> **ASSIGNED TASK**: Scan the material for the string "CHEMIN" and copy out every line in which it occurs.
'''
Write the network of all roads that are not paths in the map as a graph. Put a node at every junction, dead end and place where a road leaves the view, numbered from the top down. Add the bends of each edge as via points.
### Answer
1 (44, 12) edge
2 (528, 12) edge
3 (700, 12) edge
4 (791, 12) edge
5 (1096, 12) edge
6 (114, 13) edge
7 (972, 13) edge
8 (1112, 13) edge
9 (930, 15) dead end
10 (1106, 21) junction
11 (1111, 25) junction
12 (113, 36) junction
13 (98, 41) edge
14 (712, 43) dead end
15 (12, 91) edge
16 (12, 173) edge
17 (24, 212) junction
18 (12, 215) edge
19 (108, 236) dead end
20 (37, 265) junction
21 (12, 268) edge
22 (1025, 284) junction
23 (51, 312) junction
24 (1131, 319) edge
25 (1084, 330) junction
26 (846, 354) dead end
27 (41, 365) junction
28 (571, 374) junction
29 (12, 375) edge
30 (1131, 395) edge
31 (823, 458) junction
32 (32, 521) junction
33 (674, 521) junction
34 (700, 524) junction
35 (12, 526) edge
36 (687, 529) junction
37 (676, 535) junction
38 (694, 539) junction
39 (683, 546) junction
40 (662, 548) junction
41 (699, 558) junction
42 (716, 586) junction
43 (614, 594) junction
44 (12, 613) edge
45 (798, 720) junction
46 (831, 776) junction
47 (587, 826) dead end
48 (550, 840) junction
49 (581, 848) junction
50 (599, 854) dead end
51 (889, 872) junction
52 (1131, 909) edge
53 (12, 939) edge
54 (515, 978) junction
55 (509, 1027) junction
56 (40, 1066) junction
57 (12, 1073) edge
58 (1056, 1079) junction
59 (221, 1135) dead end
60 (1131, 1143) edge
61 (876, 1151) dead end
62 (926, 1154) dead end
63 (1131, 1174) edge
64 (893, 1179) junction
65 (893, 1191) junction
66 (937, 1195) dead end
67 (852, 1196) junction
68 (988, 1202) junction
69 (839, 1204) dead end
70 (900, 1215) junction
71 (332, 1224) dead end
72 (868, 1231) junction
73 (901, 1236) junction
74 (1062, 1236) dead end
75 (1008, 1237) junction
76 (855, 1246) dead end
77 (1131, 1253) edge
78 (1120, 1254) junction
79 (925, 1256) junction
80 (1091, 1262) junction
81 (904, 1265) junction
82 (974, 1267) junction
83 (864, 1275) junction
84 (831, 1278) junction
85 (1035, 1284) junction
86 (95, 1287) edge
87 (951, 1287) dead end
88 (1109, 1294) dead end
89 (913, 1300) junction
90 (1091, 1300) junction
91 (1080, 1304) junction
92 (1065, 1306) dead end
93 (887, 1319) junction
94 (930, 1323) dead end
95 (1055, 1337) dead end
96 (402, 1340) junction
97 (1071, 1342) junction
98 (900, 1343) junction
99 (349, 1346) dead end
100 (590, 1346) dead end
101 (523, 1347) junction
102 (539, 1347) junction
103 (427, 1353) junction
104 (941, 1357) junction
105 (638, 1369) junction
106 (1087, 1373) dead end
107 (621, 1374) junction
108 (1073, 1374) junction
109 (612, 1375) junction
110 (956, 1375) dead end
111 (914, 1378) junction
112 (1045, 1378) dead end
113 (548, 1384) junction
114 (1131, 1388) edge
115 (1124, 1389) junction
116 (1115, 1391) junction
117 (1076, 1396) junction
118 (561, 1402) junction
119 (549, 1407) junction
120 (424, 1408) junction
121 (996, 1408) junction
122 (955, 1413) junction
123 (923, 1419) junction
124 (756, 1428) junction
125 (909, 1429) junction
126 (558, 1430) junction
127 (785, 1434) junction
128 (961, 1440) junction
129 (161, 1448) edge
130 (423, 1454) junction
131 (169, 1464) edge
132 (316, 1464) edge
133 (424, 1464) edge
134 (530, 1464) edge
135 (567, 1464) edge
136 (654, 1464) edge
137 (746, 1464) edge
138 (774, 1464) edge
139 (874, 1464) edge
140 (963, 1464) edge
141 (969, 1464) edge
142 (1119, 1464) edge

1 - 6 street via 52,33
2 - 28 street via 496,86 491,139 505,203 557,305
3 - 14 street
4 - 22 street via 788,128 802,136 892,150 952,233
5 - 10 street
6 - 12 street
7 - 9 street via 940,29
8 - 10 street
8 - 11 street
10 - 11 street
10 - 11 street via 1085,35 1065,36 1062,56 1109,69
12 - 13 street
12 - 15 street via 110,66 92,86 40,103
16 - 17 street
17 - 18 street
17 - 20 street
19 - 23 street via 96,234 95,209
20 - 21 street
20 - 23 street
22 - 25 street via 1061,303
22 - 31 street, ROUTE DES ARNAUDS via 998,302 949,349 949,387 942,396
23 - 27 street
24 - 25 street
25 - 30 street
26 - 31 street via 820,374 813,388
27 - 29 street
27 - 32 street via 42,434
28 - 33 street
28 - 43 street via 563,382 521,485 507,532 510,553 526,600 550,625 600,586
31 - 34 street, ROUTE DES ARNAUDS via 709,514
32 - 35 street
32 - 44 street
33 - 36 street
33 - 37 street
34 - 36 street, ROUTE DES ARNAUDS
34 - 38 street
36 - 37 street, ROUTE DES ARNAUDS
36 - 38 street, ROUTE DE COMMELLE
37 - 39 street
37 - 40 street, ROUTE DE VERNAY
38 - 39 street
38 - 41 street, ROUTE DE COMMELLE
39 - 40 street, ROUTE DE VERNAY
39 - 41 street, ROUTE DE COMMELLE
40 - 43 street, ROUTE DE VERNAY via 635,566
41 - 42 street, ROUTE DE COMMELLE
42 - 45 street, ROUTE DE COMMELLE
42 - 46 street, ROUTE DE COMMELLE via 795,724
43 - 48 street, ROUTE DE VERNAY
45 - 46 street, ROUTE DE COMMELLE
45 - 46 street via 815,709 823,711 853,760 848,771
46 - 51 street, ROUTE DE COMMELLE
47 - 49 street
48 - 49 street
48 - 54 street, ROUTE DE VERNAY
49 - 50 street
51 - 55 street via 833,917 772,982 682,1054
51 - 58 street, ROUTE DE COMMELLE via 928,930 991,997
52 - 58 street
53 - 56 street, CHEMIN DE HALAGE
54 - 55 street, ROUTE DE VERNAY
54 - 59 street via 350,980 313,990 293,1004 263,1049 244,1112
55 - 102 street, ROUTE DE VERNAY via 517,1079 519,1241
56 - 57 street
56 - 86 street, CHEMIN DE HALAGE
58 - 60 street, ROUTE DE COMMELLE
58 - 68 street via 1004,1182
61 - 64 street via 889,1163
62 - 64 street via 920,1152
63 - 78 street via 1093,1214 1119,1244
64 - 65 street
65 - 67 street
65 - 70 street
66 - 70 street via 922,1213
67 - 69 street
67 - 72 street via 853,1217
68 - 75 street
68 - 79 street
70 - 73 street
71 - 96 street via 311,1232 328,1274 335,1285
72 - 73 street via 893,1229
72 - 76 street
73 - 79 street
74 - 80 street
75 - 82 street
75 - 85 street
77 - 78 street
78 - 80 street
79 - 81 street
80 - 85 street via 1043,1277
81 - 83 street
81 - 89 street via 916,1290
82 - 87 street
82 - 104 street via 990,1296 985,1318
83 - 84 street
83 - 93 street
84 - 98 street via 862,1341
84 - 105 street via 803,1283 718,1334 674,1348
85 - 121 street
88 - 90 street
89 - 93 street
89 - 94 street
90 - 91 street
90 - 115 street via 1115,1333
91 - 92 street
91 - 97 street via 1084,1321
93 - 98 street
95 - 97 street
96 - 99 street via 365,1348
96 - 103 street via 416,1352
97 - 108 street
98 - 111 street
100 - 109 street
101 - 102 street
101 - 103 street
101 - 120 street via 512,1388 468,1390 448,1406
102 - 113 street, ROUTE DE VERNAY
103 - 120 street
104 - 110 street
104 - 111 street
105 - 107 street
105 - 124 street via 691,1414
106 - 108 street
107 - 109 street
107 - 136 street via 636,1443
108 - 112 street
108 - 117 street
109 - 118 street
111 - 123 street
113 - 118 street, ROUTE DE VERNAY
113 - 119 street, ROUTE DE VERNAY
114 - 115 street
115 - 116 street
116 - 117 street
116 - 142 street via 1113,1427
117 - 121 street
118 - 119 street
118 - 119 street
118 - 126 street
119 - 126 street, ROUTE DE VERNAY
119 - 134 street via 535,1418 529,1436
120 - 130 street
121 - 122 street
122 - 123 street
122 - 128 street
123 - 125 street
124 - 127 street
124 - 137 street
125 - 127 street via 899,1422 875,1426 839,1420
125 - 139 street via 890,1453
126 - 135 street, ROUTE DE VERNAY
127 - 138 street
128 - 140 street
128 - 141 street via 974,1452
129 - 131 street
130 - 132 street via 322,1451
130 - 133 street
'''
> **ANSWER BELOW**:
53 - 56 street, CHEMIN DE HALAGE
56 - 86 street, CHEMIN DE HALAGE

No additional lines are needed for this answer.